─── Data to process
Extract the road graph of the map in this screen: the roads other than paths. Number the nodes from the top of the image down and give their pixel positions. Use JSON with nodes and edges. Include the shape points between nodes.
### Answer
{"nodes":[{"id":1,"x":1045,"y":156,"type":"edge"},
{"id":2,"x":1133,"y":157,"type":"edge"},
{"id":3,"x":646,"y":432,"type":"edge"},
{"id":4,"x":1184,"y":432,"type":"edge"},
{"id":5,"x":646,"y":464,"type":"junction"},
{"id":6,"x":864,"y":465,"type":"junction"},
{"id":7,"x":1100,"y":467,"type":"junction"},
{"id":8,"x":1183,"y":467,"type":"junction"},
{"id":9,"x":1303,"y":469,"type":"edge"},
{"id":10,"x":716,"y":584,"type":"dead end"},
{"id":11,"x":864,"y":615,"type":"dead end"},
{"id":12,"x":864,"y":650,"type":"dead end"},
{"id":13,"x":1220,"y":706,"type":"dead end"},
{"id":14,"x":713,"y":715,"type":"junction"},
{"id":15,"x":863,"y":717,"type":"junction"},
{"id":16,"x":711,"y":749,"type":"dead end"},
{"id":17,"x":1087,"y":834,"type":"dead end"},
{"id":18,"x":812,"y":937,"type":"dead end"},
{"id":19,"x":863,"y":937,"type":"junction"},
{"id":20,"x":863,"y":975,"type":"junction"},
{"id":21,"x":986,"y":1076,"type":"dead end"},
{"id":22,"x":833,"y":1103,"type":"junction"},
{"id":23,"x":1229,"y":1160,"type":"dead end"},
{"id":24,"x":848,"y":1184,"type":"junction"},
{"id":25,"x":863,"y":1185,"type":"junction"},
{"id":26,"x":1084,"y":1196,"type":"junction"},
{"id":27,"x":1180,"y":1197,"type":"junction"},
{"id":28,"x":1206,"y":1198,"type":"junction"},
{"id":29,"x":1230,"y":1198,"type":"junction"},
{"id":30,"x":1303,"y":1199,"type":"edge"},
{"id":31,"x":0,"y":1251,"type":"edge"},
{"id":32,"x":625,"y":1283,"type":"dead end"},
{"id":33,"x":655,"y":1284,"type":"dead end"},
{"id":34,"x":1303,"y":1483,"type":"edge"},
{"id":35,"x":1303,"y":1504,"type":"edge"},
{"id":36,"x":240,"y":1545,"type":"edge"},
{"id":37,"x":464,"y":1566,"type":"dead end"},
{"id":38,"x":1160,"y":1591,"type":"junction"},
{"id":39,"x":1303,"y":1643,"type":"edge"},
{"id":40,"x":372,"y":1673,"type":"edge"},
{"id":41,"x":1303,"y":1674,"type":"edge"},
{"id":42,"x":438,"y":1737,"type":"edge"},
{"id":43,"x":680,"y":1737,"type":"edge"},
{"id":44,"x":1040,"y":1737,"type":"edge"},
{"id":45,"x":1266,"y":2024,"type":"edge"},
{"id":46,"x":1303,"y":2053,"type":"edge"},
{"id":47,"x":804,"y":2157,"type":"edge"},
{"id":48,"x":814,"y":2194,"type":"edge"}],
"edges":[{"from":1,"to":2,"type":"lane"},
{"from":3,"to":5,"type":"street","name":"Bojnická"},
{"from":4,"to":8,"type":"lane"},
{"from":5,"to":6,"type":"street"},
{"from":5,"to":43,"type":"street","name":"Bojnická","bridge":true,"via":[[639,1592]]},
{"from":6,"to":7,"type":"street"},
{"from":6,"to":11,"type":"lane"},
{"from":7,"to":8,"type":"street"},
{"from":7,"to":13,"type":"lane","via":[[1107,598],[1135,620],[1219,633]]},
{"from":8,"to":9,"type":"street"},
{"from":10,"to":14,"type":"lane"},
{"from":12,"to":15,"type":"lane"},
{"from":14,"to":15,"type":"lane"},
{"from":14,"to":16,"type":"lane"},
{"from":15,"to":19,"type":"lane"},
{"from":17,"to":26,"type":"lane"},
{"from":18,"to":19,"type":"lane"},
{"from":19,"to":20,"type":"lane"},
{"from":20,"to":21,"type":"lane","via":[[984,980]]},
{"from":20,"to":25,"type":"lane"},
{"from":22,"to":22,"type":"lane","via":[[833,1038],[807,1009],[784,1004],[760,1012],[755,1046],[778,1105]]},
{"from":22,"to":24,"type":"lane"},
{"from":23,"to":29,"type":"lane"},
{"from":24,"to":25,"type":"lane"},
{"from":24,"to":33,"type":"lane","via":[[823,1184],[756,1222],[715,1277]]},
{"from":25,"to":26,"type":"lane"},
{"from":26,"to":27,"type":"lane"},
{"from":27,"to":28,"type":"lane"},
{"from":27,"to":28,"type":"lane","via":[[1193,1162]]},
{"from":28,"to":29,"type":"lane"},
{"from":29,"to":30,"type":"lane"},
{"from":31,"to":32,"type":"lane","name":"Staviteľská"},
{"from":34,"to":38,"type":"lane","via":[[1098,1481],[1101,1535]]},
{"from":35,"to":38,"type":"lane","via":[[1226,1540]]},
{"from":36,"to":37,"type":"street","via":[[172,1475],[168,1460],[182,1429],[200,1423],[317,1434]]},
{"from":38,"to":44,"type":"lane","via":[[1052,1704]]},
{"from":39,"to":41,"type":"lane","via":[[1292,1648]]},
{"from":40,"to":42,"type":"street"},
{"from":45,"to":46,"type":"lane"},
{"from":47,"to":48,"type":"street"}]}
──────
◆ Problem requirements
Look back at the records above. Repeat all of them exactly.

◆ Finished exercise
Extract the road graph of the map in this screen: the roads other than paths. Number the nodes from the top of the image down and give their pixel positions. Use JSON with nodes and edges. Include the shape points between nodes.
### Answer
{"nodes":[{"id":1,"x":1045,"y":156,"type":"edge"},
{"id":2,"x":1133,"y":157,"type":"edge"},
{"id":3,"x":646,"y":432,"type":"edge"},
{"id":4,"x":1184,"y":432,"type":"edge"},
{"id":5,"x":646,"y":464,"type":"junction"},
{"id":6,"x":864,"y":465,"type":"junction"},
{"id":7,"x":1100,"y":467,"type":"junction"},
{"id":8,"x":1183,"y":467,"type":"junction"},
{"id":9,"x":1303,"y":469,"type":"edge"},
{"id":10,"x":716,"y":584,"type":"dead end"},
{"id":11,"x":864,"y":615,"type":"dead end"},
{"id":12,"x":864,"y":650,"type":"dead end"},
{"id":13,"x":1220,"y":706,"type":"dead end"},
{"id":14,"x":713,"y":715,"type":"junction"},
{"id":15,"x":863,"y":717,"type":"junction"},
{"id":16,"x":711,"y":749,"type":"dead end"},
{"id":17,"x":1087,"y":834,"type":"dead end"},
{"id":18,"x":812,"y":937,"type":"dead end"},
{"id":19,"x":863,"y":937,"type":"junction"},
{"id":20,"x":863,"y":975,"type":"junction"},
{"id":21,"x":986,"y":1076,"type":"dead end"},
{"id":22,"x":833,"y":1103,"type":"junction"},
{"id":23,"x":1229,"y":1160,"type":"dead end"},
{"id":24,"x":848,"y":1184,"type":"junction"},
{"id":25,"x":863,"y":1185,"type":"junction"},
{"id":26,"x":1084,"y":1196,"type":"junction"},
{"id":27,"x":1180,"y":1197,"type":"junction"},
{"id":28,"x":1206,"y":1198,"type":"junction"},
{"id":29,"x":1230,"y":1198,"type":"junction"},
{"id":30,"x":1303,"y":1199,"type":"edge"},
{"id":31,"x":0,"y":1251,"type":"edge"},
{"id":32,"x":625,"y":1283,"type":"dead end"},
{"id":33,"x":655,"y":1284,"type":"dead end"},
{"id":34,"x":1303,"y":1483,"type":"edge"},
{"id":35,"x":1303,"y":1504,"type":"edge"},
{"id":36,"x":240,"y":1545,"type":"edge"},
{"id":37,"x":464,"y":1566,"type":"dead end"},
{"id":38,"x":1160,"y":1591,"type":"junction"},
{"id":39,"x":1303,"y":1643,"type":"edge"},
{"id":40,"x":372,"y":1673,"type":"edge"},
{"id":41,"x":1303,"y":1674,"type":"edge"},
{"id":42,"x":438,"y":1737,"type":"edge"},
{"id":43,"x":680,"y":1737,"type":"edge"},
{"id":44,"x":1040,"y":1737,"type":"edge"},
{"id":45,"x":1266,"y":2024,"type":"edge"},
{"id":46,"x":1303,"y":2053,"type":"edge"},
{"id":47,"x":804,"y":2157,"type":"edge"},
{"id":48,"x":814,"y":2194,"type":"edge"}],
"edges":[{"from":1,"to":2,"type":"lane"},
{"from":3,"to":5,"type":"street","name":"Bojnická"},
{"from":4,"to":8,"type":"lane"},
{"from":5,"to":6,"type":"street"},
{"from":5,"to":43,"type":"street","name":"Bojnická","bridge":true,"via":[[639,1592]]},
{"from":6,"to":7,"type":"street"},
{"from":6,"to":11,"type":"lane"},
{"from":7,"to":8,"type":"street"},
{"from":7,"to":13,"type":"lane","via":[[1107,598],[1135,620],[1219,633]]},
{"from":8,"to":9,"type":"street"},
{"from":10,"to":14,"type":"lane"},
{"from":12,"to":15,"type":"lane"},
{"from":14,"to":15,"type":"lane"},
{"from":14,"to":16,"type":"lane"},
{"from":15,"to":19,"type":"lane"},
{"from":17,"to":26,"type":"lane"},
{"from":18,"to":19,"type":"lane"},
{"from":19,"to":20,"type":"lane"},
{"from":20,"to":21,"type":"lane","via":[[984,980]]},
{"from":20,"to":25,"type":"lane"},
{"from":22,"to":22,"type":"lane","via":[[833,1038],[807,1009],[784,1004],[760,1012],[755,1046],[778,1105]]},
{"from":22,"to":24,"type":"lane"},
{"from":23,"to":29,"type":"lane"},
{"from":24,"to":25,"type":"lane"},
{"from":24,"to":33,"type":"lane","via":[[823,1184],[756,1222],[715,1277]]},
{"from":25,"to":26,"type":"lane"},
{"from":26,"to":27,"type":"lane"},
{"from":27,"to":28,"type":"lane"},
{"from":27,"to":28,"type":"lane","via":[[1193,1162]]},
{"from":28,"to":29,"type":"lane"},
{"from":29,"to":30,"type":"lane"},
{"from":31,"to":32,"type":"lane","name":"Staviteľská"},
{"from":34,"to":38,"type":"lane","via":[[1098,1481],[1101,1535]]},
{"from":35,"to":38,"type":"lane","via":[[1226,1540]]},
{"from":36,"to":37,"type":"street","via":[[172,1475],[168,1460],[182,1429],[200,1423],[317,1434]]},
{"from":38,"to":44,"type":"lane","via":[[1052,1704]]},
{"from":39,"to":41,"type":"lane","via":[[1292,1648]]},
{"from":40,"to":42,"type":"street"},
{"from":45,"to":46,"type":"lane"},
{"from":47,"to":48,"type":"street"}]}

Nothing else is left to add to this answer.